In his penultimate article on rewiring corporate learning, Nigel Paine looks at why, as an L&D professional, you need to have a network.
You might be the lone representative of L&D in your organisation, or top dog in a department with hundreds or staff. In both instances you need a network of experts outside your organisation. There are five reasons why:
- Organisations are all consuming, they suck in employees at all levels and the more you are sucked in, the less you will keep in touch with developments outside, and keeping in touch should be an integral component of your role. A network keeps you in touch.
- You need to be seen as an L&D player as well as an x or y corporation employee. You never know when you will need that network to help you get a new job. In all job openings, only players need apply!
- You will need help at some time. If, at that moment, you have a group whose expertise you can draw upon, you have the best opportunity to solve that problem quickly.
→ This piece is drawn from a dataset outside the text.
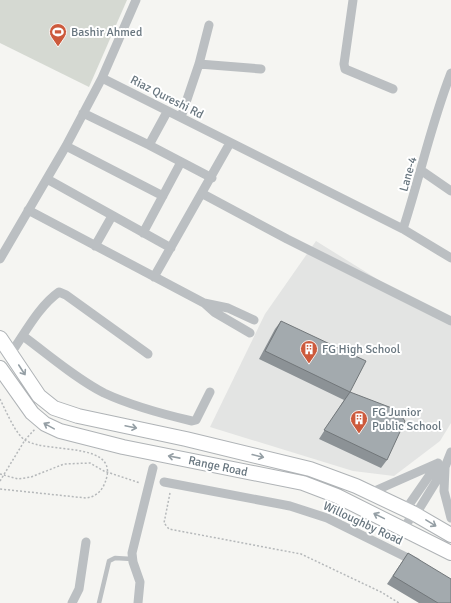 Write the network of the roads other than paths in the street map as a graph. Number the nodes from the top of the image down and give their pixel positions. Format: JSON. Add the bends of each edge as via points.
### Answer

- You get to meet people you might be able to recruit at some point. To have a list of people in reserve, massively speeds up the time to get a replacement up to speed.
- You need to have regular conversations about learning in an environment that is non-competitive and with people whom you trust.
If you agree that a network is desirable how do you find one to join? The answer is, that you don’t have to. Sometimes creating one yourself can work better. Check out what exists, ask around. See what CIPD or ASTD does in your area, for example, and see if there is a group to grow or an established one to join. If there is nothing suitable check out Linked In, if that draws a blank then grow your own.
If you know one person only, ask them to bring someone along so the three of you have a chat session at somewhere convenient (maybe your workplace). If the three of you enjoy it, try to each invite a new member. If you get five for the second meeting then try again and you are up to seven or eight. That is a viable group.
Have a loose agenda, share issues; share problems and keep in touch outside the meetings. If you each agree to send one interesting article, or information about one new app per month you have a regular source of intelligence that will keep you in touch with what is going on outside. Without much effort you have created a bridgehead from your company to the more general world of L&D, a pre-requisite for rewiring corporate learning.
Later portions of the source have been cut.